III, q. 85 a. 4
Se la volontà sia propriamente il soggetto della penitenza
Quaestio 85 · Della penitenza in quanto virtù
Obiezione 1: Sembra che il soggetto della penitenza non sia propriamente la volontà. Infatti la penitenza è una specie di dolore. Ma il dolore è nella parte concupiscibile, così come la gioia. Dunque la penitenza è nella facoltà concupiscibile.
Obiezione 2: Inoltre, la penitenza è una sorta di vendetta, come afferma Agostino nel De Poenitentia [De vera et falsa Poenitentia, autore ignoto]. Ma la vendetta sembra riguardare la facoltà irascibile, poiché l'ira è il desiderio di vendetta. Dunque sembra che la penitenza sia nella parte irascibile.

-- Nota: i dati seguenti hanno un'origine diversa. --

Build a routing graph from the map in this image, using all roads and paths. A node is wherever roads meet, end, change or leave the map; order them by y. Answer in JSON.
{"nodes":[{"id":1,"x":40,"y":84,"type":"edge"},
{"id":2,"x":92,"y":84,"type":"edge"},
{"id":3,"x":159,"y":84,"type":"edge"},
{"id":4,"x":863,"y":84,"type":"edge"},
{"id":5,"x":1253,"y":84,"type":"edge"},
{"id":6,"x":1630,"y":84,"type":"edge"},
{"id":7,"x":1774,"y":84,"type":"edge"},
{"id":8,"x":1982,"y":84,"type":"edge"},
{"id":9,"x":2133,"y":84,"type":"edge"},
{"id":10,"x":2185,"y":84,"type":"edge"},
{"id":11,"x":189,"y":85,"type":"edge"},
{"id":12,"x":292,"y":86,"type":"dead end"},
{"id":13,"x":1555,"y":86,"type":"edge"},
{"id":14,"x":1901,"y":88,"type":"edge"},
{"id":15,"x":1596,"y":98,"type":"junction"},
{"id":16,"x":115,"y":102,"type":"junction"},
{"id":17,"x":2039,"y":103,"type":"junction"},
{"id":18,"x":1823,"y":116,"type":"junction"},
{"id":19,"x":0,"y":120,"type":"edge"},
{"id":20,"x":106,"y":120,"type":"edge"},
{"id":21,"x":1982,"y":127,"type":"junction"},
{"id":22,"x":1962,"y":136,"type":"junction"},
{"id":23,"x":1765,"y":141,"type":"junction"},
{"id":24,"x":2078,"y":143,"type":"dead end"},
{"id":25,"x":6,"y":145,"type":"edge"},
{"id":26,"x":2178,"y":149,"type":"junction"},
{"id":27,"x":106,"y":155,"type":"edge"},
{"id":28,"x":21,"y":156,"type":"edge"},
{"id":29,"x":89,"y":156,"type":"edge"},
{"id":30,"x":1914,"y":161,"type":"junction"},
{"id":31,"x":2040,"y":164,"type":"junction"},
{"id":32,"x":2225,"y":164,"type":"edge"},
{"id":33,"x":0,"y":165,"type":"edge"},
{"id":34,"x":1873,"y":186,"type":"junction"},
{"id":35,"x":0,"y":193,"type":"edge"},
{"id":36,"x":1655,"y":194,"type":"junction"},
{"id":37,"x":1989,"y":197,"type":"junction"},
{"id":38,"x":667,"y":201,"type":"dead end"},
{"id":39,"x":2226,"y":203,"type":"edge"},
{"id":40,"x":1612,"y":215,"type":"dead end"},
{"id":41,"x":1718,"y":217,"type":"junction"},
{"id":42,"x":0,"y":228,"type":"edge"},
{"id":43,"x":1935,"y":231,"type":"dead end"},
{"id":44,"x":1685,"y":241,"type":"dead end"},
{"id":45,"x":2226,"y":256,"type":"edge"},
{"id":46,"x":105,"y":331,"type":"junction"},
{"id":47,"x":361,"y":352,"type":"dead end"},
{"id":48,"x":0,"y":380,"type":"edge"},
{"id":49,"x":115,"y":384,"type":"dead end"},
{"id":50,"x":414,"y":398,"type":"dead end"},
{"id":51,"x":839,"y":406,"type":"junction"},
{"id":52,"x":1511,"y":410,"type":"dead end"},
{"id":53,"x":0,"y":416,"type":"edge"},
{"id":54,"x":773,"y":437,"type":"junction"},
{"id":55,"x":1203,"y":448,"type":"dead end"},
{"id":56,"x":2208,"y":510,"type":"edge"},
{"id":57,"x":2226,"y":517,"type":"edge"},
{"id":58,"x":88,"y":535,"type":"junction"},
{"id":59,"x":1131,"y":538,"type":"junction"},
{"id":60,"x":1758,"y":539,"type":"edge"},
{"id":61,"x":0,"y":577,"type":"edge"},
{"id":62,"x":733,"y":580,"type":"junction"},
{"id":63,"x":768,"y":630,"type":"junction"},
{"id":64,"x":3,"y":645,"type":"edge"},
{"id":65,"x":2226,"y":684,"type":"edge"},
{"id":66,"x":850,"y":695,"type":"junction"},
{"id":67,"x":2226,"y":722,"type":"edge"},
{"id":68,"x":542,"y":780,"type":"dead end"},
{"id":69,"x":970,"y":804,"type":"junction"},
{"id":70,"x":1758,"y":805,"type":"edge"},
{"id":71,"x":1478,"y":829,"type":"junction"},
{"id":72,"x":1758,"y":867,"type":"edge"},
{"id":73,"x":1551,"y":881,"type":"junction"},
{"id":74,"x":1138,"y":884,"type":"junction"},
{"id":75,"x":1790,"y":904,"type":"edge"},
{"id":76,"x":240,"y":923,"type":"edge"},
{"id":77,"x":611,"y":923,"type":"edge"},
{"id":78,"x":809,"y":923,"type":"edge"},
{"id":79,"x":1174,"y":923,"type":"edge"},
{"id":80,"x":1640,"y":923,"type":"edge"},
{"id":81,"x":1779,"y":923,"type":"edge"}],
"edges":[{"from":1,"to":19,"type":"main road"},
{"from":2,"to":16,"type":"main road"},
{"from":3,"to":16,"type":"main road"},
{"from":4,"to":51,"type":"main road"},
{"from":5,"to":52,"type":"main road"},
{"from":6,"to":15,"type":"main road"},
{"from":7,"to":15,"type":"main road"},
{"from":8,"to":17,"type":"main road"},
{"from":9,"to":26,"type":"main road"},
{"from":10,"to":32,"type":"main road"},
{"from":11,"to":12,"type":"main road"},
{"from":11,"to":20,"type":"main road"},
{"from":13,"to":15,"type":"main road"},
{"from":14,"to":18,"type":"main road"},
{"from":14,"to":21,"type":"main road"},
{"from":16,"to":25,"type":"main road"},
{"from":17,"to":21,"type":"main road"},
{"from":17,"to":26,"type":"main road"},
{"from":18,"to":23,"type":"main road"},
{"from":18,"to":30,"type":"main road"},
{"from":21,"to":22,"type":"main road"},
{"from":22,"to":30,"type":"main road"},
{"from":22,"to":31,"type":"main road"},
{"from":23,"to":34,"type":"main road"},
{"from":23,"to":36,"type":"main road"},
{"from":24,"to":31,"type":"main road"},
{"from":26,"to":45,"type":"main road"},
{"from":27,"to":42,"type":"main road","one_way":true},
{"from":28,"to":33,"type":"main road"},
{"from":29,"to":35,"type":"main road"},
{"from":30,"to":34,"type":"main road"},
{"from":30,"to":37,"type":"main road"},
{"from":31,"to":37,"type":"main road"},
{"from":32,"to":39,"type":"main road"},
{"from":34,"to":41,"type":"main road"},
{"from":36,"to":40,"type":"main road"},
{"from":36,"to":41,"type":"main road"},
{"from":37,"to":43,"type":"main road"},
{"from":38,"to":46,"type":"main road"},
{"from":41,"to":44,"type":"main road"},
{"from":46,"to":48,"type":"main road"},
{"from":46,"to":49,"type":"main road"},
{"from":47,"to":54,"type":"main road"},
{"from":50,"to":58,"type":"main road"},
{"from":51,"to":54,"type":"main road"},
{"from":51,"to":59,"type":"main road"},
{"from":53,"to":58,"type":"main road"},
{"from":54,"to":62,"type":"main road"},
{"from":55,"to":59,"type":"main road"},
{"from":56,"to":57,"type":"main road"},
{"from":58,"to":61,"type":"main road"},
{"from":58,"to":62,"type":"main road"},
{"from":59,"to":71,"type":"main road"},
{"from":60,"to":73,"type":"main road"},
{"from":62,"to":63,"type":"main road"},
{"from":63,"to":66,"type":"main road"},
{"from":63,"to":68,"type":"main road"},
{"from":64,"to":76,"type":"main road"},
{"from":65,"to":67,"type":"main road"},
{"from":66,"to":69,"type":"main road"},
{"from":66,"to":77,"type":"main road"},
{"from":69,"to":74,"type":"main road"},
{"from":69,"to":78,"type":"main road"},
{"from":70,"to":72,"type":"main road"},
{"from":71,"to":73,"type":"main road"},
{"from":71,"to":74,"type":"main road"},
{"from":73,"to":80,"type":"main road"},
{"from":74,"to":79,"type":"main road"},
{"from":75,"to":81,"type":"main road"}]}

Obiezione 3: Inoltre, il passato è l'oggetto proprio della memoria, secondo il Filosofo (De Memoria i). Ora la penitenza riguarda il passato, come detto sopra (Articolo [1], ad 2, ad 3). Dunque la penitenza ha come soggetto la memoria.
Obiezione 4: Inoltre, nulla agisce dove non è. Ora la penitenza rimuove il peccato da tutte le potenze dell'anima. Dunque la penitenza è in ogni potenza dell'anima, e non solo nella volontà.
In contrario, La penitenza è una sorta di sacrificio, secondo il Salmo 50,19: "Uno spirito afflitto è un sacrificio a Dio". Ma offrire un sacrificio è un atto della volontà, secondo il Salmo 53,8: "Ti offrirò sacrifici spontaneamente". Dunque la penitenza è nella volontà.
Rispondo che, Possiamo parlare della penitenza in due modi: primo, in quanto è una passione, e così, poiché è una sorta di dolore, è nella parte concupiscibile come suo soggetto; secondo, in quanto è una virtù, e così, come detto sopra (Articolo [3]), è una specie della giustizia. Ora la giustizia, come affermato nella Prima Parte della Seconda Parte (Questione [56], Articolo [6]), ha come soggetto l'appetito razionale che è la volontà. Pertanto è evidente che la penitenza, in quanto è una virtù, ha come soggetto la volontà, e il suo atto proprio è il proposito di emendare ciò che è stato commesso contro Dio.
Risposta all'obiezione 1: Questo argomento considera la penitenza come passione.
Risposta all'obiezione 2: Desiderare vendetta su un altro, per passione, appartiene all'appetito irascibile, ma desiderare o prendere vendetta su sé stessi o su un altro, attraverso la ragione, appartiene alla volontà.
Risposta all'obiezione 3: La memoria è una potenza che apprende il passato. Ma la penitenza appartiene non alla potenza apprensiva ma a quella appetitiva, che presuppone un atto dell'apprensione. Perciò la penitenza non è nella memoria, ma la presuppone.
Risposta all'obiezione 4: La volontà, come detto sopra (Prima Parte, Questione [82], Articolo [4]; Prima Parte della Seconda Parte, Questione [9], Articolo [1]), muove tutte le altre potenze dell'anima; cosicché non è irragionevole che la penitenza abbia come soggetto la volontà, e produca un effetto in ogni potenza dell'anima.